The girl was lying on the boys lap, her hair starkly bright in the contrast of his dark trousers. She silently sketched on the pages of the sketchbook propped up on her knees, while the boy silently read an old thick volume. The boys gaze was captured in rapt attention over his glasses at the small typed words bound in the hardcover book. The girl sighed a rather theatrical sigh and looked up at the boy.
"I don't understand how you can read for that long," she said.
"I don't understand how you can sketch for so long," he answered, putting his finger on the line he would read next.
"What are you reading?" She asked, hoisting herself up.
"Il Principe," he told her. "The Prince," he elaborated at her elevated eyebrows.
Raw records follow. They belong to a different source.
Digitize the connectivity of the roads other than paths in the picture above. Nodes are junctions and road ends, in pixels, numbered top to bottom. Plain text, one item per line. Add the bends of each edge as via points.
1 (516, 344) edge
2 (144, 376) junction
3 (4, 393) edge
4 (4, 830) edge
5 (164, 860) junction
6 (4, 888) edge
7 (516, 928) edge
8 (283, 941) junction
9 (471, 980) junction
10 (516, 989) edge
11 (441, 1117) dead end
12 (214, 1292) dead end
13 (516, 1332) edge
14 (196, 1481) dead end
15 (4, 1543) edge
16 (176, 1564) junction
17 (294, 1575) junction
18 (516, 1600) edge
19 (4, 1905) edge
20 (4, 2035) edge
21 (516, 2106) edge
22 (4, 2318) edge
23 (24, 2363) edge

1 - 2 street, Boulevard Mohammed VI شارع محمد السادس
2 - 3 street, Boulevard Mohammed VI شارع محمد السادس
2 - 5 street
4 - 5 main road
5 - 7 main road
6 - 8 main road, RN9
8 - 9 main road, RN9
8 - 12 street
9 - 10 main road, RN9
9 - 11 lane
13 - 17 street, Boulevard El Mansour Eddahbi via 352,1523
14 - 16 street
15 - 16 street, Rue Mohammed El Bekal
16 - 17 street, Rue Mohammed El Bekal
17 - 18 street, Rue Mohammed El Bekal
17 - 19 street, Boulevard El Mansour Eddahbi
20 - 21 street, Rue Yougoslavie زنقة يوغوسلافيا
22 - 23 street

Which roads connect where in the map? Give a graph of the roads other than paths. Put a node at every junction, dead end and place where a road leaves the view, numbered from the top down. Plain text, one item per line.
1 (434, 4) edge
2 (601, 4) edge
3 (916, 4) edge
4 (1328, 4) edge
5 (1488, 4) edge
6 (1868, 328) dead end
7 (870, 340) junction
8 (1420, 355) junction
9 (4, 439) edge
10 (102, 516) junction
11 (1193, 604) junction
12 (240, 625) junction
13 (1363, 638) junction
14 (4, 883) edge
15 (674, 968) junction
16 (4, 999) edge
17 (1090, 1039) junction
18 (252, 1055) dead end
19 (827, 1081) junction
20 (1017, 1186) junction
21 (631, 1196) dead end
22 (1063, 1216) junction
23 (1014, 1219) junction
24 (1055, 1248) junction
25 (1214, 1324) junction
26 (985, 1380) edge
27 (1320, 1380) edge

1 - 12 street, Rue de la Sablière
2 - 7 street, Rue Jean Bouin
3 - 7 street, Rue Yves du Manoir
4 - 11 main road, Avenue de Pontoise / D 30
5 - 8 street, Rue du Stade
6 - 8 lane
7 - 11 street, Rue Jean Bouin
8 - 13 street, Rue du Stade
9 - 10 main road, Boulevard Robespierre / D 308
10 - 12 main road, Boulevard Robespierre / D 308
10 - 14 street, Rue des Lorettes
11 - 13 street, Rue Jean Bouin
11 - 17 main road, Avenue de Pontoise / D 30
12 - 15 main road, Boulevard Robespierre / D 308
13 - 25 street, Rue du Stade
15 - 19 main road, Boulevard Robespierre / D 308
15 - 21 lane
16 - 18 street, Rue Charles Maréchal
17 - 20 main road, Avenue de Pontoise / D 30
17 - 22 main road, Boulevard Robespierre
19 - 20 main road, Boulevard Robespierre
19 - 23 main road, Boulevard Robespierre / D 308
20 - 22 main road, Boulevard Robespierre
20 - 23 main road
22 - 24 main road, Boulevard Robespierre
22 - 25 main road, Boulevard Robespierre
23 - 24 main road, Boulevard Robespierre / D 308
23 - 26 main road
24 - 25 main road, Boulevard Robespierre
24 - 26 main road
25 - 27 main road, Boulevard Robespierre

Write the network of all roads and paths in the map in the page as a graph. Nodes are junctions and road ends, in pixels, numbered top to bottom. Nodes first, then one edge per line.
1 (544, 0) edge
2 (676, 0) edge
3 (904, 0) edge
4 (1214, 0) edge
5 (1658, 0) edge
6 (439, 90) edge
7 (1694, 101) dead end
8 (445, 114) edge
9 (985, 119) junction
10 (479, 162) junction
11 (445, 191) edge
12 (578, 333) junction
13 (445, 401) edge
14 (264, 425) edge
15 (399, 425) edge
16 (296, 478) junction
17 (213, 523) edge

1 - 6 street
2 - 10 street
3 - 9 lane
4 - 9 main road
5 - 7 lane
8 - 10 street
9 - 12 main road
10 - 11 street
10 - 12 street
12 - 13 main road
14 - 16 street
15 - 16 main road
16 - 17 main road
"What's it about?" She peered over his shoulder at the typed font. "A prince who has to rescue a princess? No, that's an awful story. The princess has to rescue the prince. That sounds better."
He laughed at her enthusiasm for fantastical stories. "No, liebe. It's about government."
"Ugh." Her face fell, and the girl threw herself back onto the grass. The blades of grass tickled her bare neck and weaved itself between her hair. "Why must you always read books about politics and war?"
The boy folded the corner of the page he was on and put the book on the grass before easing himself down to his elbows. "Because I've already lived the fairytale liebe." And so he kissed her. In the middle of the meadow, under the dying sunlight, in the middle of the first of many summers they would kiss in.